The large aerosol forcing differences arise because the SRES scenarios account for likely policy responses to sulfur pollution (i.e., to the adverse effects of such pollution on human health, food production, and ecosystems). This leads to substantially lower SO2 emissions than for the IS92 scenarios. Essentially, increasing affluence leads to greater awareness of these problems and an increased ability to respond to them through the use of cleaner fuels and emissions control measures. Thus, in the SRES scenarios, the recent tightening of sulfur-control policies in Organization for Economic Cooperation and Development (OECD) countries is accounted for and it is assumed that sulfur emissions will also be increasingly controlled outside the OECD. Further details are given in Nakićenović and Swart (2000, 43, 44, and 149–153) and the issues are reviewed in Grubler (1998) and Smith et al. (2001). Lower sulfur emissions means less negative sulfate aerosol forcing (i.e., an increase in total forcing). Specifically, in 2100, B1-IMA aerosol forcing is 0.4 W m−2 greater than IS92c and A1C-MI aerosol forcing is 2.2 W m−2 greater than IS92e (Table 2).

There are also noticeable forcing differences for tropospheric ozone forcing in the high scenarios (A1C-MI higher than IS92e). By 2100, however, this difference is largely offset by differences in methane forcing (Table 2, rows 11 and 12).

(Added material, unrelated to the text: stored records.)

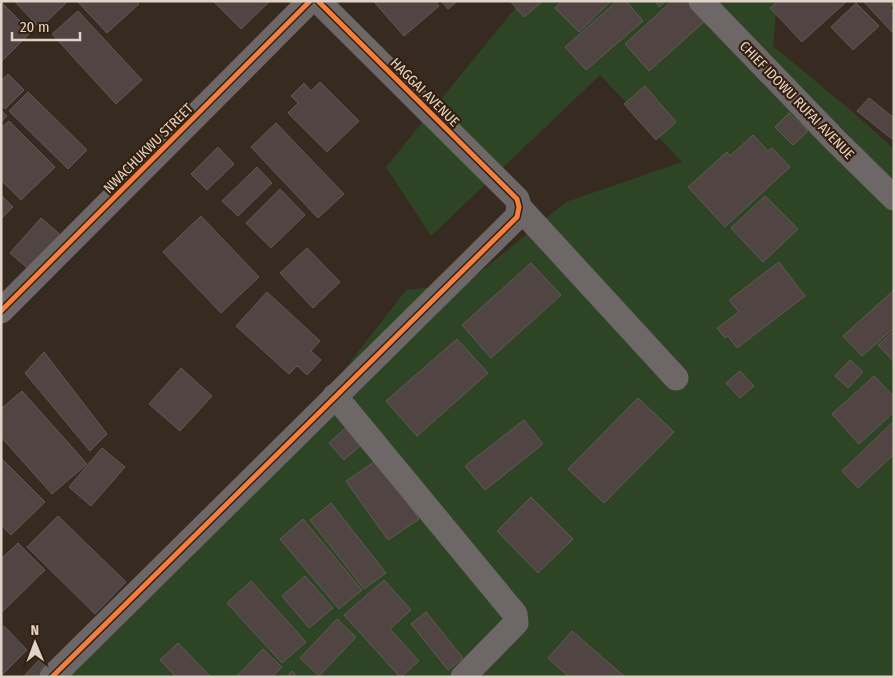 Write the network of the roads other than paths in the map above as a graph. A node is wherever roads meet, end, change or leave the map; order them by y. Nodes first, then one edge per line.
1 (310, 1) edge
2 (318, 1) edge
3 (701, 1) edge
4 (894, 198) edge
5 (518, 203) junction
6 (1, 311) edge
7 (676, 378) dead end
8 (335, 396) junction
9 (52, 677) edge
10 (463, 677) edge

1 - 6 street, NWACHUKWU STREET
2 - 5 street, HAGGAI AVENUE
3 - 4 street, CHIEF IDOWU RUFAI AVENUE
5 - 7 street, HAGGAI AVENUE
5 - 8 street
8 - 9 street
8 - 10 street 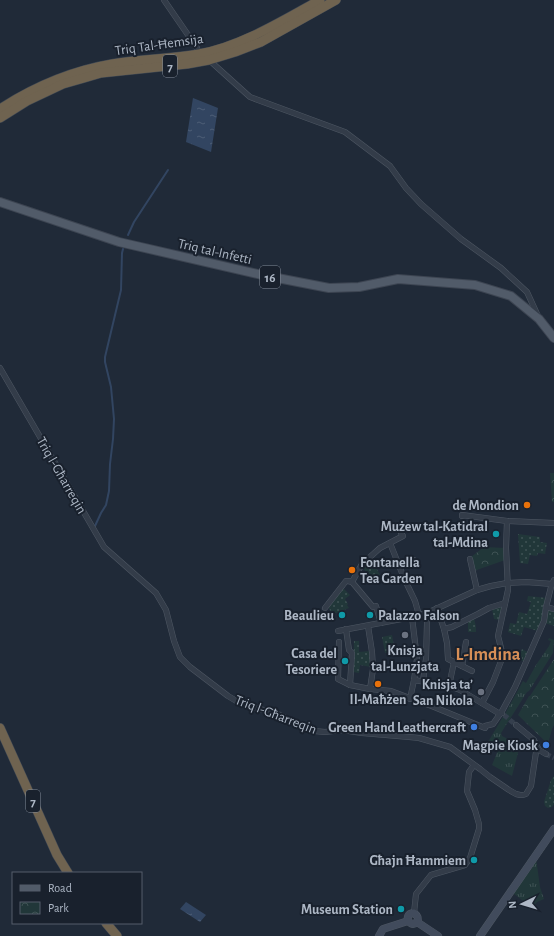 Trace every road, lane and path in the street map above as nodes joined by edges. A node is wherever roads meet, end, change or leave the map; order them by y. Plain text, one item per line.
1 (164, 0) edge
2 (320, 0) edge
3 (336, 0) edge
4 (199, 54) junction
5 (208, 60) junction
6 (0, 109) edge
7 (0, 118) edge
8 (0, 202) edge
9 (539, 319) junction
10 (554, 338) edge
11 (0, 368) edge
12 (0, 376) edge
13 (6, 379) junction
14 (462, 516) dead end
15 (507, 521) junction
16 (554, 523) edge
17 (401, 532) dead end
18 (390, 543) junction
19 (470, 559) dead end
20 (415, 561) dead end
21 (399, 564) junction
22 (352, 582) junction
23 (553, 582) edge
24 (507, 583) junction
25 (477, 590) junction
26 (505, 603) junction
27 (546, 607) junction
28 (325, 608) dead end
29 (437, 608) junction
30 (554, 609) edge
31 (419, 615) junction
32 (412, 617) junction
33 (381, 622) junction
34 (427, 623) tunnel mouth
35 (368, 626) junction
36 (346, 629) junction
37 (444, 629) junction
38 (338, 630) dead end
39 (339, 642) dead end
40 (466, 642) dead end
41 (454, 662) junction
42 (462, 666) junction
43 (472, 671) dead end
44 (414, 680) junction
45 (423, 681) junction
46 (350, 685) junction
47 (449, 686) junction
48 (370, 689) junction
49 (410, 699) junction
50 (482, 703) junction
51 (502, 714) junction
52 (516, 725) tunnel mouth
53 (0, 728) edge
54 (0, 743) edge
55 (540, 750) junction
56 (546, 754) tunnel mouth
57 (474, 765) junction
58 (554, 829) edge
59 (61, 872) edge
60 (67, 872) edge
61 (414, 913) junction
62 (408, 921) junction
63 (417, 922) junction
64 (100, 924) edge
65 (107, 924) edge
66 (109, 936) edge
67 (116, 936) edge
68 (379, 936) edge
69 (438, 936) edge
70 (480, 936) edge

1 - 4 street
2 - 4 highway, Triq Tal-Ħemsija / 7
3 - 5 highway, Triq Tal-Ħemsija / 7
4 - 6 highway, Triq Tal-Ħemsija / 7
5 - 7 highway, Triq Tal-Ħemsija / 7
5 - 9 street
8 - 9 main road, Triq tal-Infetti / 16
9 - 10 main road, Triq tal-Infetti / 16
11 - 13 street, Triq l-Għarreqin
12 - 13 street
13 - 57 street, Triq l-Għarreqin
14 - 15 street
15 - 16 street
15 - 24 street
17 - 18 street
18 - 21 street
18 - 22 street
19 - 25 street
20 - 21 street
21 - 31 street
22 - 28 street
22 - 33 street
23 - 24 street
23 - 27 street
24 - 25 street
24 - 26 street
25 - 29 street
26 - 37 street
26 - 50 street
27 - 30 street
27 - 51 street
29 - 31 street
29 - 37 street
31 - 32 street
32 - 33 street
32 - 44 street
33 - 35 street
34 - 45 street
35 - 36 street
35 - 48 street
36 - 38 street
36 - 46 street
37 - 41 street
39 - 46 street
40 - 42 street
41 - 42 street
41 - 47 street
42 - 43 street
44 - 45 street
44 - 49 street
45 - 47 street
46 - 48 street
47 - 50 street
48 - 49 street
49 - 51 street
50 - 51 street
52 - 55 street
53 - 60 highway, 7
54 - 59 highway, 7
55 - 56 street
55 - 57 street, Triq l-Għarreqin
57 - 61 street
58 - 70 street
61 - 62 street
61 - 63 street
62 - 63 street
62 - 68 street
63 - 69 street
64 - 66 highway
65 - 67 highway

In terms of total radiative forcing over 1990–2100, if TAR gas cycle and forcing science is used in both cases to isolate the effect of emissions differences, the net effect of these differences is that B1-IMA forcing exceeds IS92c by around 0.5 W m−2 while A1C-MI exceeds IS92e by more than 2 W m−2 (Table 2). Changes in aerosol forcing are the main reason for these differences in total forcing.

3. Science differences: Concentrations and forcing

In this section, we consider IS92c and IS92e and compare their concentration and radiative forcing projections using SAR science with those obtained using TAR science. The relevant differences in SAR and TAR science are summarized in Table 3. Table 4 summarizes SAR versus TAR climate model differences, which will be considered in the next section.

Table 3. 

SAR vs TAR science; gas cycle and radiative forcing differences

SAR vs TAR science; gas cycle and radiative forcing differences
SAR vs TAR science; gas cycle and radiative forcing differences
Table 4. 

SAR vs TAR science; climate model differences. TAR parameter values are those used for the low and high TAR extremes only. For further details see Cubasch and Meehl (2001, their appendix 9.1)

SAR vs TAR science; climate model differences. TAR parameter values are those used for the low and high TAR extremes only. For further details see Cubasch and Meehl (2001, their appendix 9.1)
SAR vs TAR science; climate model differences. TAR parameter values are those used for the low and high TAR extremes only. For further details see Cubasch and Meehl (2001, their appendix 9.1)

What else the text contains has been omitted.